Grade 9 Triangles

Triangle: A polygon with three sides and three angles.

Scalene Triangle: A triangle in which all three sides have different lengths. All three angles also have different measures.

Isosceles Triangle: A triangle in which at least two sides are equal in length. The angles opposite the equal sides are also equal (base angles).

Equilateral Triangle: A triangle in which all three sides are equal in length. All three angles are also equal, each measuring 60 degrees. An equilateral triangle is also an isosceles triangle.

Acute Triangle: A triangle in which all three angles are acute angles (each measuring less than 90 degrees).

Right Triangle: A triangle in which one angle is a right angle (measuring exactly 90 degrees). The side opposite the right angle is called the hypotenuse.

Obtuse Triangle: A triangle in which one angle is an obtuse angle (measuring more than 90 degrees but less than 180 degrees).

Note: A triangle can have at most one right angle or one obtuse angle. The other two angles must be acute.

Property: The sum of the interior angles of any triangle is always 180 degrees.
If the angles of a triangle are Angle A, Angle B, and Angle C, then Angle A + Angle B + Angle C = 180 degrees.

Example Problem: In triangle ABC, Angle A = 50 degrees, Angle B = 60 degrees. Find Angle C.

Step 1: Use the Angle Sum Property: Angle A + Angle B + Angle C = 180 degrees.

Step 2: Substitute the given values into the equation.
50 degrees + 60 degrees + Angle C = 180 degrees.

Step 3: Simplify and solve for Angle C.
110 degrees + Angle C = 180 degrees.
Angle C = 180 degrees - 110 degrees.

Step 4: Calculate the value of Angle C.
Angle C = 70 degrees.

Result: The measure of Angle C is 70 degrees.

Exterior Angle: When a side of a triangle is extended, the angle formed outside the triangle is called an exterior angle.

Interior Opposite Angles: For an exterior angle, the two interior angles of the triangle that are not adjacent (next) to it are called interior opposite angles.

Property: The measure of an exterior angle of a triangle is equal to the sum of the measures of its two interior opposite angles.
Example: If side BC of triangle ABC is extended to point D, forming exterior angle ACD, then Angle ACD = Angle BAC + Angle ABC.

Congruent Figures: Figures that have exactly the same shape and the same size are called congruent figures.

Congruent Triangles: Two triangles are congruent if and only if their corresponding sides and corresponding angles are equal.
If triangle ABC is congruent to triangle PQR (written as triangle ABC $\cong$ triangle PQR), then:
AB = PQ, BC = QR, AC = PR (Corresponding Sides)
Angle A = Angle P, Angle B = Angle Q, Angle C = Angle R (Corresponding Angles)

CPCTC: Corresponding Parts of Congruent Triangles are Congruent.

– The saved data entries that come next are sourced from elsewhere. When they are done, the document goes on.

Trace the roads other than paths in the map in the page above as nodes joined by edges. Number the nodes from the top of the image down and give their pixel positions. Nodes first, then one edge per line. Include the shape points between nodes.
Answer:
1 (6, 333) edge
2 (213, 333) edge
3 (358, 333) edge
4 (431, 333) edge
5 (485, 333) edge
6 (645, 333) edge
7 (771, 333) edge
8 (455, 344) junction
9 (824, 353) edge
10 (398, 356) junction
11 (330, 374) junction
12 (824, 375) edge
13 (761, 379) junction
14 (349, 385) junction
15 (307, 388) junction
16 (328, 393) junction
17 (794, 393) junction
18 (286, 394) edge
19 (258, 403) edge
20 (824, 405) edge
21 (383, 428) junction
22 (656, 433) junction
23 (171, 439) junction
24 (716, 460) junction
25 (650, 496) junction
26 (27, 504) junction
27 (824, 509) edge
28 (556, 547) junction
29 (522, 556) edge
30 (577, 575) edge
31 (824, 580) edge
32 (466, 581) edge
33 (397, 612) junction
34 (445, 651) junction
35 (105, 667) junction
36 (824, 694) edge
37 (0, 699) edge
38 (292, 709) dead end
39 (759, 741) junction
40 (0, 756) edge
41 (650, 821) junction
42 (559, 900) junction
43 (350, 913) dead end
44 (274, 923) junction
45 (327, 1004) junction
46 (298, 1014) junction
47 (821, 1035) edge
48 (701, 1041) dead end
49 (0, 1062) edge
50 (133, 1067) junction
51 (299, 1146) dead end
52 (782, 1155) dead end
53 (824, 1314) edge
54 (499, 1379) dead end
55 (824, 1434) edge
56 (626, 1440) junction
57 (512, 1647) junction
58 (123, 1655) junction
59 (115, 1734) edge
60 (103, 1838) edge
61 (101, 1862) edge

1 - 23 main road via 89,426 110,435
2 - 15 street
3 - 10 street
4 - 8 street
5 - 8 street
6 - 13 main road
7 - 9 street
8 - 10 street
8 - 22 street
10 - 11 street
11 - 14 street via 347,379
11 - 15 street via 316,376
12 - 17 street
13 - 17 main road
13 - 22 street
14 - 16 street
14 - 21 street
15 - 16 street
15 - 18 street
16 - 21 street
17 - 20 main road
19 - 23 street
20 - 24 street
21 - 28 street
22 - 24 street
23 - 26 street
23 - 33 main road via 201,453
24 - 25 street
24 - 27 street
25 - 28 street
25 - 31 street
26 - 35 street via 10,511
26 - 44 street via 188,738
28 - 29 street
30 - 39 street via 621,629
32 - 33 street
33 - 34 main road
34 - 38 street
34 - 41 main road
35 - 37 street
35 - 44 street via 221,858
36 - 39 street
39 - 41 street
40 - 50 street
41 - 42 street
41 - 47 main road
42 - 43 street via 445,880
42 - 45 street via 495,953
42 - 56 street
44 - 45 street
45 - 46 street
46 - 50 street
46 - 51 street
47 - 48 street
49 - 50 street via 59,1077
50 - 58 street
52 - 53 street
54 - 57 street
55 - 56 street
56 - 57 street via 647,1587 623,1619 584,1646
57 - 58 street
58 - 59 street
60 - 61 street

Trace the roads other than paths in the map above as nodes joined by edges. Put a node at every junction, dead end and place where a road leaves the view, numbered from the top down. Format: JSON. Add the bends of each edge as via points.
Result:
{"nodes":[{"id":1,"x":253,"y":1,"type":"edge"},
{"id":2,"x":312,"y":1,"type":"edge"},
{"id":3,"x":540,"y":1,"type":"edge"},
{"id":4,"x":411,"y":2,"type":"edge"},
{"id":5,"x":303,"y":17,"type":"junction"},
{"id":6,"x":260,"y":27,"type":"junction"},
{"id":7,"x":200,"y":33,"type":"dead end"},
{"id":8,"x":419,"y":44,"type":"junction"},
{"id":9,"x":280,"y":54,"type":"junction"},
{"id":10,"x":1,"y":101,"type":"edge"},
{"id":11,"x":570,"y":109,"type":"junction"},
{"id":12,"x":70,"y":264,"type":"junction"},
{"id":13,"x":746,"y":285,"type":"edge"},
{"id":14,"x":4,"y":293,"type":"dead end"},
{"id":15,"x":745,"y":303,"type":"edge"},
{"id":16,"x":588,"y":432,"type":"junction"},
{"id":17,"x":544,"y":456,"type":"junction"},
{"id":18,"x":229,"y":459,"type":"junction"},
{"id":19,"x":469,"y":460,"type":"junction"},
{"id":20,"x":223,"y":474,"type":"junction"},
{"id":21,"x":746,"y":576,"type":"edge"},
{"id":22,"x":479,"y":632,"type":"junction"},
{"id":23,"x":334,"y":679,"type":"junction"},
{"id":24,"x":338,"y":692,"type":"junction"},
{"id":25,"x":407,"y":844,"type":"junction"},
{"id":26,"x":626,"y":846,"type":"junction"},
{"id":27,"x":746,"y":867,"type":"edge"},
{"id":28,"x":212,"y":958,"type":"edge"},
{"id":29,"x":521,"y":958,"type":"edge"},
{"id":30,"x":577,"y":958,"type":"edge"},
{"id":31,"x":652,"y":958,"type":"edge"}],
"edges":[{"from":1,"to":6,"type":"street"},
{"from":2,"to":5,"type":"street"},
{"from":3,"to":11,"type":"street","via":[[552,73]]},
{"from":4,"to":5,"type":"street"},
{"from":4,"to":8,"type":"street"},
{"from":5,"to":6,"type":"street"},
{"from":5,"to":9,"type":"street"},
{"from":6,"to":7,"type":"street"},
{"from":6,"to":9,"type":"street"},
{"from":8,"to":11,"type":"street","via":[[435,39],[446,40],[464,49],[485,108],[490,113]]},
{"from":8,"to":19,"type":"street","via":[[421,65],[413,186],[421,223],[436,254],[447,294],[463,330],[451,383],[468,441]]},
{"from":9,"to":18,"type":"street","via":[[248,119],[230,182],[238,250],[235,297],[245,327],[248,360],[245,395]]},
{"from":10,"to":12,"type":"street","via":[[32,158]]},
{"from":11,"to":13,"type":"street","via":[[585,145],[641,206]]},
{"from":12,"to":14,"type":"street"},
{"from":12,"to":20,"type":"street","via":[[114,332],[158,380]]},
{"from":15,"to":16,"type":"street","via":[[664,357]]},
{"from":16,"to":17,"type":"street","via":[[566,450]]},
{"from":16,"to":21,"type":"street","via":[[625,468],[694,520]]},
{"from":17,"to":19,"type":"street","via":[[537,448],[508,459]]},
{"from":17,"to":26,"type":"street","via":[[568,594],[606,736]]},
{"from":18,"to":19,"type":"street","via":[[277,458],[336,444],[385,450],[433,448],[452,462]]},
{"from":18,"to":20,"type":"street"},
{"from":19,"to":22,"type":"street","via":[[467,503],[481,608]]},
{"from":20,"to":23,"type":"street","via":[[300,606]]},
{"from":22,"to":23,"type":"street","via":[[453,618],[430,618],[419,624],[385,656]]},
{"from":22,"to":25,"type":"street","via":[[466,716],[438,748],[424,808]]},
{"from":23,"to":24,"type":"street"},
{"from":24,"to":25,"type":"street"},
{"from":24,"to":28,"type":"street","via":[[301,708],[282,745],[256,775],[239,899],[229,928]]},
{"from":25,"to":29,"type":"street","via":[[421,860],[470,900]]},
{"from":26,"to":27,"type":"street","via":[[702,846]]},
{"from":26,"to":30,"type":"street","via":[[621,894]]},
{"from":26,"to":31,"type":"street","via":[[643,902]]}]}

This is a key principle used to prove parts of triangles are equal once the triangles are proven congruent.

Congruence Criteria: We don't need to check all six pairs of corresponding parts to prove congruence. There are specific criteria (like SSS, SAS, ASA, AAS) that use fewer parts.

SSS (Side-Side-Side) Congruence: If three sides of one triangle are equal to the three corresponding sides of another triangle, then the two triangles are congruent.

SAS (Side-Angle-Side) Congruence: If two sides and the included angle (the angle between the two sides) of one triangle are equal to the two corresponding sides and the included angle of another triangle, then the two triangles are congruent.

ASA (Angle-Side-Angle) Congruence: If two angles and the included side (the side between the two angles) of one triangle are equal to the two corresponding angles and the included side of another triangle, then the two triangles are congruent.

AAS (Angle-Angle-Side) Congruence: If two angles and a non-included side of one triangle are equal to the two corresponding angles and the corresponding non-included side of another triangle, then the two triangles are congruent. (Note: AAS is often considered a consequence of ASA and Angle Sum Property).